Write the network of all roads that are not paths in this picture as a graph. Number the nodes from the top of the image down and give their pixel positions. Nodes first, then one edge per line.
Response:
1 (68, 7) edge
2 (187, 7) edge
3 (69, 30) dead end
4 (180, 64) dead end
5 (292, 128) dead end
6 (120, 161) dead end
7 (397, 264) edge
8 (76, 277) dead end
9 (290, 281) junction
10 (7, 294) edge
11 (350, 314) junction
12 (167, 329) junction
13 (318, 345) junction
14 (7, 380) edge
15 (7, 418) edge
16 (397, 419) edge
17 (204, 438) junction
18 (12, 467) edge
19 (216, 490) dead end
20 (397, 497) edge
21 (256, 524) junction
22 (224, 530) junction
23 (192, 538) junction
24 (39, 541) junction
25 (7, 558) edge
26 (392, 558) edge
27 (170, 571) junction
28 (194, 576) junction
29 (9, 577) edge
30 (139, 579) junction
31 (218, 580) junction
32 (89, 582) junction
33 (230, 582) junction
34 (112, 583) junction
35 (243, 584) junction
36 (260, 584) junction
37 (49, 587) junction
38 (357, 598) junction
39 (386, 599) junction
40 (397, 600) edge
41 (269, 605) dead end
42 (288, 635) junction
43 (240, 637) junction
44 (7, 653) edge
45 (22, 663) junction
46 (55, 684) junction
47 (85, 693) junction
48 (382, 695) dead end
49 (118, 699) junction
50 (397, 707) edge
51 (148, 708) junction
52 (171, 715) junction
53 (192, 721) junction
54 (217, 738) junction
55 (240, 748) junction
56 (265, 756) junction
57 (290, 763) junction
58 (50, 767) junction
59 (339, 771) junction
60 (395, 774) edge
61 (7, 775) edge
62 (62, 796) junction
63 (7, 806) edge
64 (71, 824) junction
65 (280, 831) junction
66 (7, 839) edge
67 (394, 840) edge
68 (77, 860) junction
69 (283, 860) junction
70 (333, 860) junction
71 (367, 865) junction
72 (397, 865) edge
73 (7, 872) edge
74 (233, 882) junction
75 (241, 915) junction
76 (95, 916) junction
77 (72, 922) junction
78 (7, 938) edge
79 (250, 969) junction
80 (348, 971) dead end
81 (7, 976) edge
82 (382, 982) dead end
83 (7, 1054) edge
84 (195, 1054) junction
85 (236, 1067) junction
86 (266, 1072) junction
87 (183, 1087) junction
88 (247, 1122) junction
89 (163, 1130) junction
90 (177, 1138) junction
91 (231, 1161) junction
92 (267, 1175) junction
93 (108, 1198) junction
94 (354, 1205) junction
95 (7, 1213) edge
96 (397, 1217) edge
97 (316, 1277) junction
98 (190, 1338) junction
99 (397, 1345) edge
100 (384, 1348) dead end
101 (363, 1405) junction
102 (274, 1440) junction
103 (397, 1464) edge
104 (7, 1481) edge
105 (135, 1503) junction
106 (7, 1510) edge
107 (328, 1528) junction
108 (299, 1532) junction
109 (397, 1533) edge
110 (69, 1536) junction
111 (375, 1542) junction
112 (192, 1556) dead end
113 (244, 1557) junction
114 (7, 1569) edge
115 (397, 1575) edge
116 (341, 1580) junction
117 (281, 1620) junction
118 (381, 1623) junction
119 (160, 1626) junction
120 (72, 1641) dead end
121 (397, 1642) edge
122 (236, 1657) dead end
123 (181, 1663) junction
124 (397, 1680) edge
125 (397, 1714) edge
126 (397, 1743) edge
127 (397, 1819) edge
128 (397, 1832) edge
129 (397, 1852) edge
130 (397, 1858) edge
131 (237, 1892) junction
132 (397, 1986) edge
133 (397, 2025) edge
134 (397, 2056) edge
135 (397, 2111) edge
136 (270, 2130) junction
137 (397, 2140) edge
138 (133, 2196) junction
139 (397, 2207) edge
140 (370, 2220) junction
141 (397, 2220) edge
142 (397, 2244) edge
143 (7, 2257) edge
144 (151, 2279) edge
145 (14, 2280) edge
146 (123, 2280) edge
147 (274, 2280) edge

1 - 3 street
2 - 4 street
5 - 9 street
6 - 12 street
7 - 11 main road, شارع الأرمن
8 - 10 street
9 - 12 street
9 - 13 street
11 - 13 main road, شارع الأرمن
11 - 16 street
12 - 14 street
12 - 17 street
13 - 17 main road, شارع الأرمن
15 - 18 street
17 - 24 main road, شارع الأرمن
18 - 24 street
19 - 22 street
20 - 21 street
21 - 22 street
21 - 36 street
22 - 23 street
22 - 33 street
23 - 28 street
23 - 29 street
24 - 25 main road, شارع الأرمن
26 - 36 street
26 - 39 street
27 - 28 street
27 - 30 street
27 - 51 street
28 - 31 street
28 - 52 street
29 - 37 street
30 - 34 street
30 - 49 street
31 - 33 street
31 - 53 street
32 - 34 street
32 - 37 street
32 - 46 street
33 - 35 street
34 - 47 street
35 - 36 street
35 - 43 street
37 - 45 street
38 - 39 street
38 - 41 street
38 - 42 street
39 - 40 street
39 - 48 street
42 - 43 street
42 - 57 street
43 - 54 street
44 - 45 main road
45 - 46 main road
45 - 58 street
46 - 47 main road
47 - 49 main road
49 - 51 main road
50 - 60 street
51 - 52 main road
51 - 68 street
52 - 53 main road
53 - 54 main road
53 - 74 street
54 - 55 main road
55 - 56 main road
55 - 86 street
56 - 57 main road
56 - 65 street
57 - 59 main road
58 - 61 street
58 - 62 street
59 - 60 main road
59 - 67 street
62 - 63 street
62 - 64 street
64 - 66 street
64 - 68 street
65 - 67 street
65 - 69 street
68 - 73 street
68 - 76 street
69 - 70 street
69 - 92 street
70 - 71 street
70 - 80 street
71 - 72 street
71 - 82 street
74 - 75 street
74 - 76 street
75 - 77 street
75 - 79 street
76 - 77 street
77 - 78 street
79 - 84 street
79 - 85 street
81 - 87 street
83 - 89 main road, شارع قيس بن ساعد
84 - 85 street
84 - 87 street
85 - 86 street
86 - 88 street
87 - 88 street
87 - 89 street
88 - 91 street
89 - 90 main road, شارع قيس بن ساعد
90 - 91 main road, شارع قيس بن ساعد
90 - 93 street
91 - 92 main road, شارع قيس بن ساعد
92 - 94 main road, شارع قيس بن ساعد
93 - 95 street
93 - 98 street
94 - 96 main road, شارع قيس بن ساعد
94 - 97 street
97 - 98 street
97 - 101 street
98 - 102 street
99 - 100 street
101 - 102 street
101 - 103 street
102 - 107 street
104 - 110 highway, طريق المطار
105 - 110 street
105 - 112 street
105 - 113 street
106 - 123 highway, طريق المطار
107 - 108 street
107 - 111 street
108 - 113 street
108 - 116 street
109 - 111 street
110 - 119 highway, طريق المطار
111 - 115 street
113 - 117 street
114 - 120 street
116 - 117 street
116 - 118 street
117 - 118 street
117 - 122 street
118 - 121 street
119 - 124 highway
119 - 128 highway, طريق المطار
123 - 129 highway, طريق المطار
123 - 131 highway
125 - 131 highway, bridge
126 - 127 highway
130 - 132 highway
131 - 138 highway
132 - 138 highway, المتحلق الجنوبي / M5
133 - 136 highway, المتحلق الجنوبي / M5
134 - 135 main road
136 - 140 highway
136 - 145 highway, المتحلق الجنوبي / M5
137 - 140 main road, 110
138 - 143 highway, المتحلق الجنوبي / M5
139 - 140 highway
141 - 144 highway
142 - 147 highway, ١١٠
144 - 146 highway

■ Assignment: Lines containing the word "المطار": copy each of them from the material.

■ Task result:
104 - 110 highway, طريق المطار
106 - 123 highway, طريق المطار
110 - 119 highway, طريق المطار
119 - 128 highway, طريق المطار
123 - 129 highway, طريق المطار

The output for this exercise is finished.